Histopathology confirmed the absence of the panniculus carnosus muscle layer (responsible for contraction) at the wound margin. Re-epithelialization was also observed, indicating that healing progresses in a manner similar to human wound repair. Additionally, granulation tissue was evident in the wound, and repair through fibrous tissue regeneration—including connective and muscle tissue—was confirmed through fibroblasts and collagen deposition. A host-derived neomatrix formed along the defect margin; however, it progressed toward fibrosis rather than muscle regeneration, as typically observed in the VML model [7].

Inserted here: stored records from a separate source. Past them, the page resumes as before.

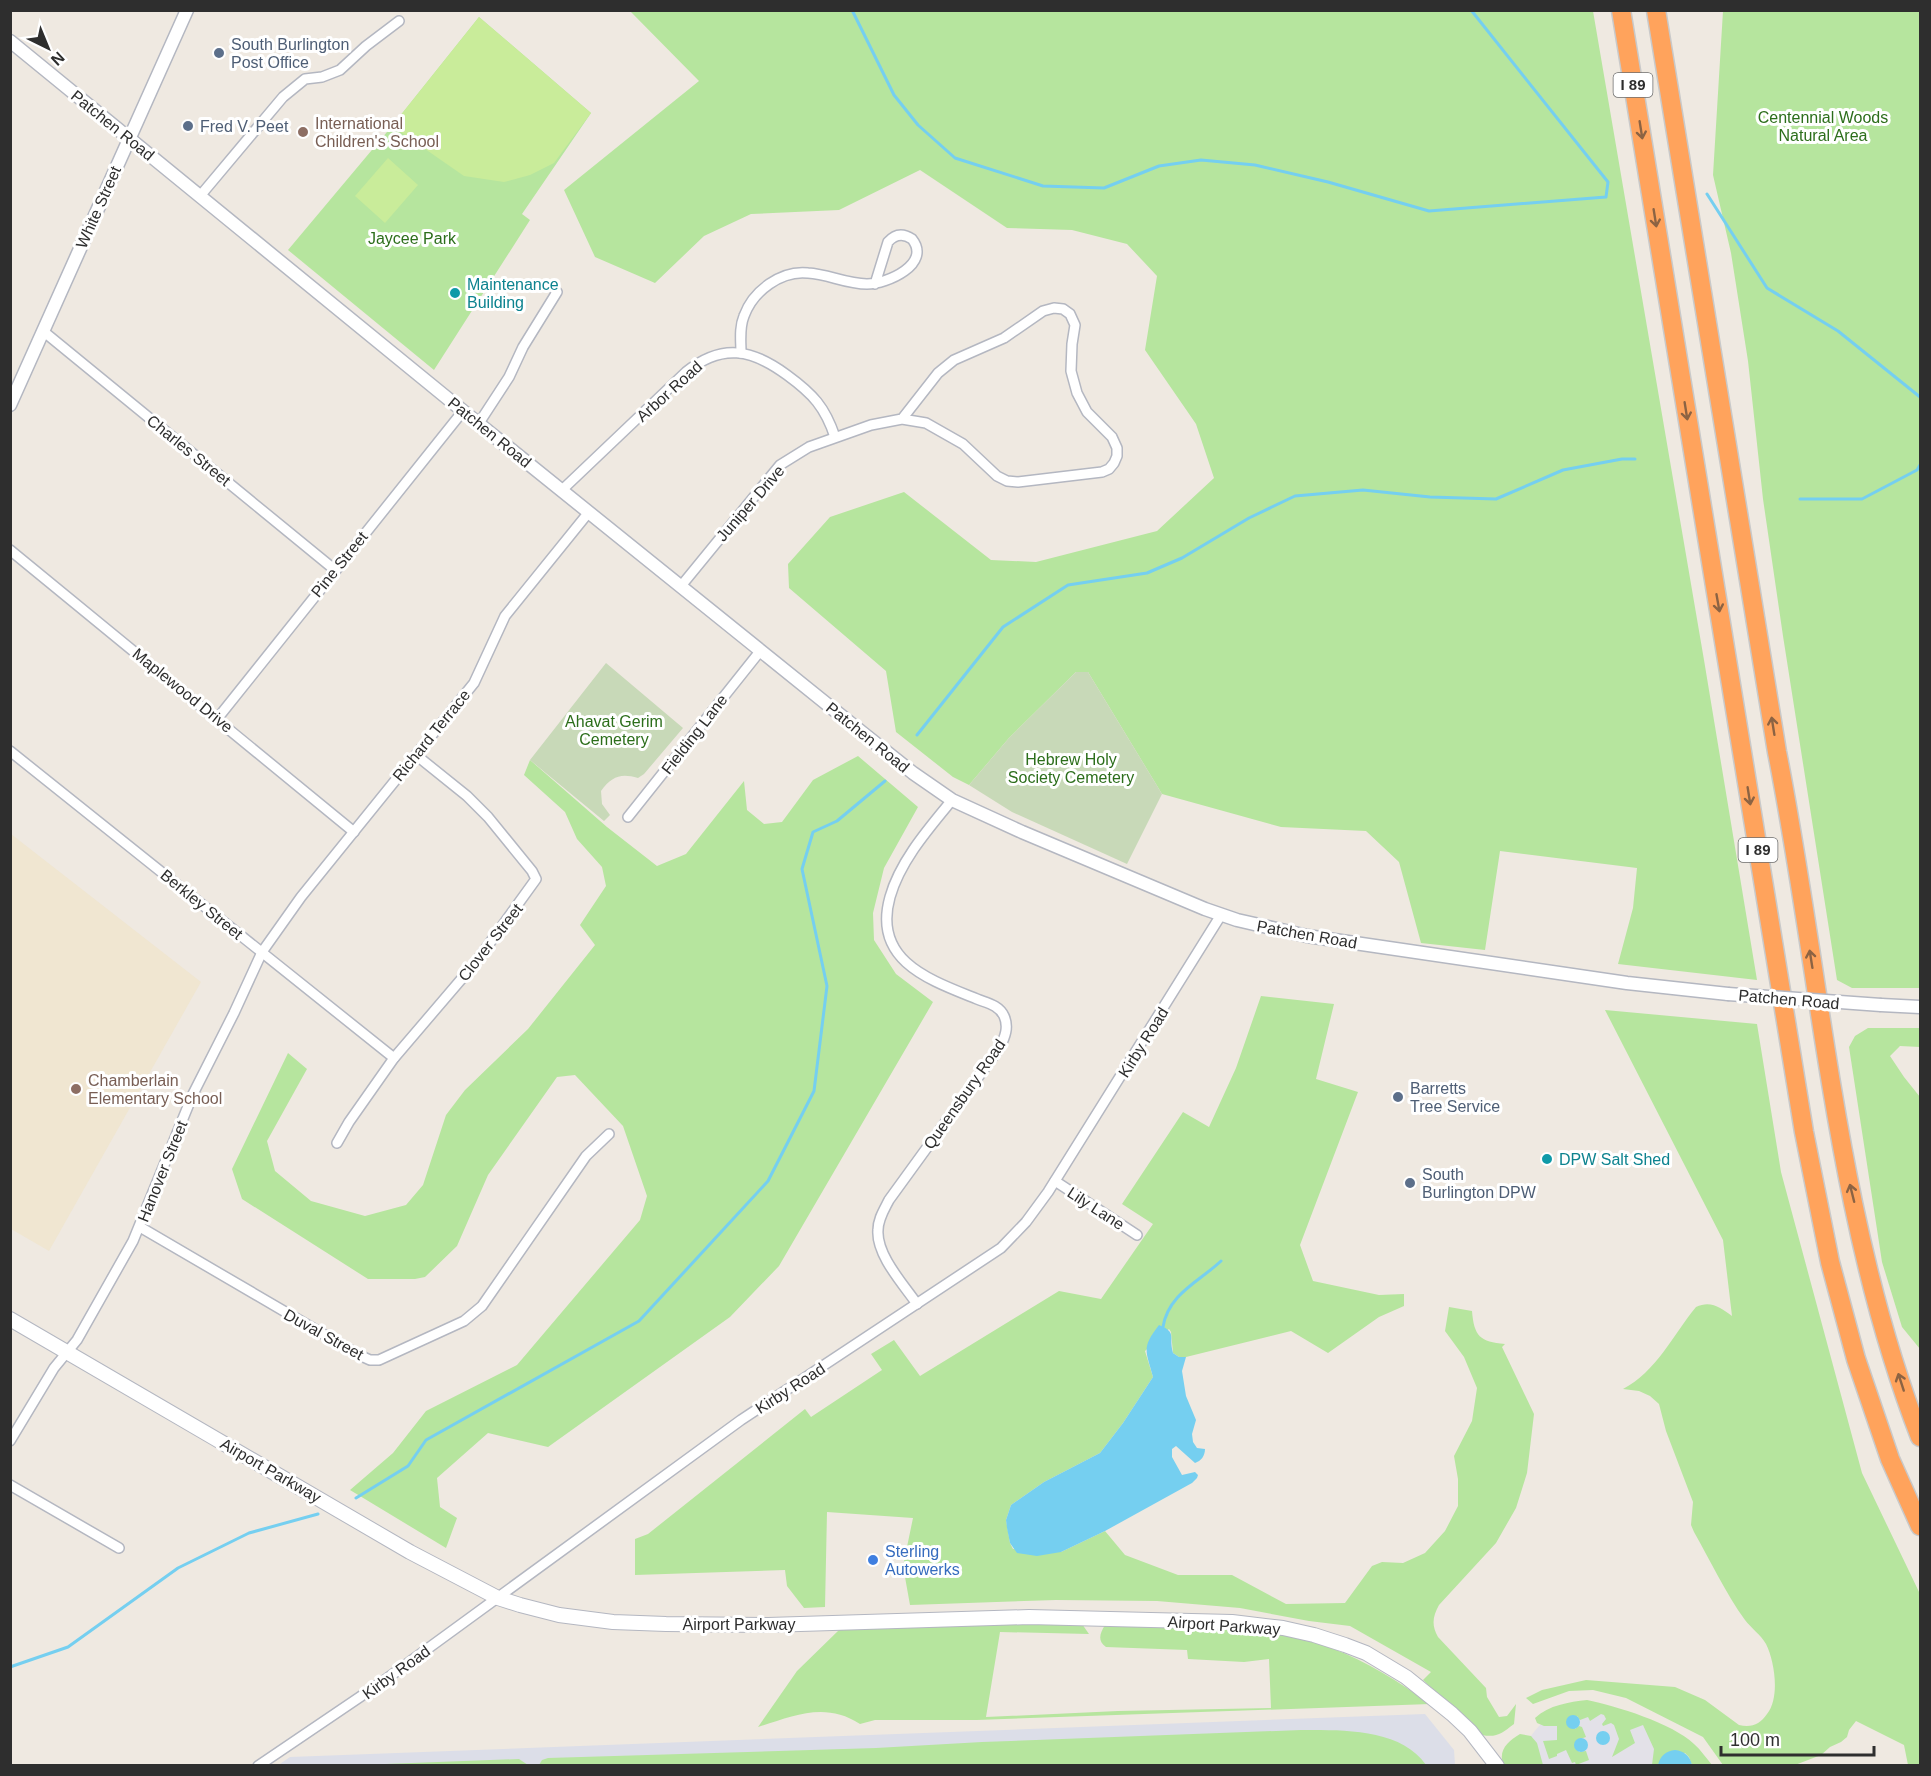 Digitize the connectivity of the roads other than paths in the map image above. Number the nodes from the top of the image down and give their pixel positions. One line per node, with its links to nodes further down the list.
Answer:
1 (187, 10): 8 (street, White Street)
2 (1621, 10): 46 (highway, I 89, one-way to 46)
3 (1656, 10): 7 (highway, I 89)
4 (1663, 10): 7 (highway)
5 (399, 21): 9 (street)
6 (10, 41): 8 (street, Patchen Road)
7 (1671, 103): 43 (highway, I 89, one-way to 7)
8 (129, 138): 9 (street, Patchen Road); 12 (street, White Street)
9 (200, 196): 15 (street, Patchen Road)
10 (874, 284): 10 (street); 13 (street)
11 (557, 292): 17 (street)
12 (43, 331): 14 (street, White Street); 22 (street, Charles Street)
13 (741, 353): 18 (street, Arbor Road); 19 (street, Arbor Road)
14 (10, 405)
15 (463, 411): 17 (street, Patchen Road); 22 (street, Pine Street)
16 (902, 419): 16 (street, Juniper Drive); 18 (street, Juniper Drive)
17 (479, 423): 19 (street, Patchen Road)
18 (835, 436): 23 (street, Juniper Drive)
19 (562, 490): 20 (street, Patchen Road)
20 (589, 512): 23 (street, Patchen Road); 27 (street, Richard Terrace)
21 (10, 550): 25 (street, Maplewood Drive)
22 (335, 570): 25 (street, Pine Street)
23 (681, 586): 24 (street, Patchen Road)
24 (761, 650): 28 (street, Patchen Road); 29 (street, Fielding Lane)
25 (217, 719): 30 (street, Maplewood Drive)
26 (10, 751): 32 (street, Berkley Street)
27 (416, 754): 30 (street, Richard Terrace); 34 (street, Clover Street)
28 (952, 800): 31 (street, Patchen Road); 40 (street, Queensbury Road)
29 (628, 817)
30 (354, 832): 32 (street, Richard Terrace)
31 (1221, 915): 33 (street, Patchen Road, bridge); 37 (street, Kirby Road)
32 (262, 952): 34 (street, Berkley Street); 38 (street, Hanover Street)
33 (1920, 1007)
34 (394, 1058): 36 (street, Clover Street)
35 (609, 1134): 38 (street, Duval Street)
36 (337, 1143)
37 (1055, 1181): 39 (street, Lily Lane); 40 (street, Kirby Road)
38 (140, 1227): 42 (street, Hanover Street)
39 (1137, 1235)
40 (917, 1304): 48 (street, Kirby Road)
41 (10, 1318): 42 (main road, Airport Parkway)
42 (67, 1351): 44 (street, Hanover Street); 48 (main road, Airport Parkway)
43 (1920, 1437)
44 (10, 1441)
45 (10, 1485): 47 (street)
46 (1920, 1526)
47 (119, 1548)
48 (498, 1598): 49 (street, Kirby Road); 50 (main road, Airport Parkway)
49 (258, 1766)
50 (1497, 1766)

However, this study has some limitations, including a small animal sample and a relatively short follow-up period for assessing skeletal muscle healing. While early outcomes were favorable, long-term studies evaluating muscular layer regeneration or fibrosis are needed [8]. For muscle-layer defect research, the VML model is commonly used, and in rodents, defects are typically created in the tibialis anterior or quadriceps femoris muscles [1618]. In this experiment, the wound was unavoidably created between the back and hind legs to induce skin and muscle defects. Developing a more refined VML model requires further research to determine whether excessive damage causes functional impairment and to quantify muscle defect formation.

Conclusion

This study established a mouse soft tissue defect model encompassing skin and muscle layers using a 3D-printed, chimney-shaped PLA splint. The model effectively prevented contraction driven by the panniculus carnosus, the primary wound-healing mechanism in rodents. Comparison of fixation methods revealed that TAs or SI sutures induced severe inflammation, tissue necrosis, and chimney detachment, whereas the PS suture was the optimal method, maintaining the splint for up to 4 weeks without adverse effects. Furthermore, employing a mesh-topped lid prevented infection and facilitated wound observation.

Histological analysis revealed healing similar to human wound healing, with re-epithelialization progressing from the wound margins and granulation tissue formation within the wound area. The excellent biocompatibility of the PLA material was confirmed through in vitro cytotoxicity assays.

Although limited by a small animal cohort and short follow-up for muscle regeneration, this study presents a standardized, reproducible animal model for clinically relevant composite soft tissue defect research. This model could provide a valuable foundation for understanding the complex healing mechanisms of extensive soft tissue defects and evaluating the preclinical efficacy of novel tissue engineering technologies and regenerative medicine therapies.

Conflict of Interest

No potential conflict of interest relevant to this article was reported.

Acknowledgements

Not applicable.

Ethics Approval

The animal study was approved by the Institutional Animal Care and Use Committee of Chonnam National University in Korea (Approval No. CNU IACUC-YB-2024-42).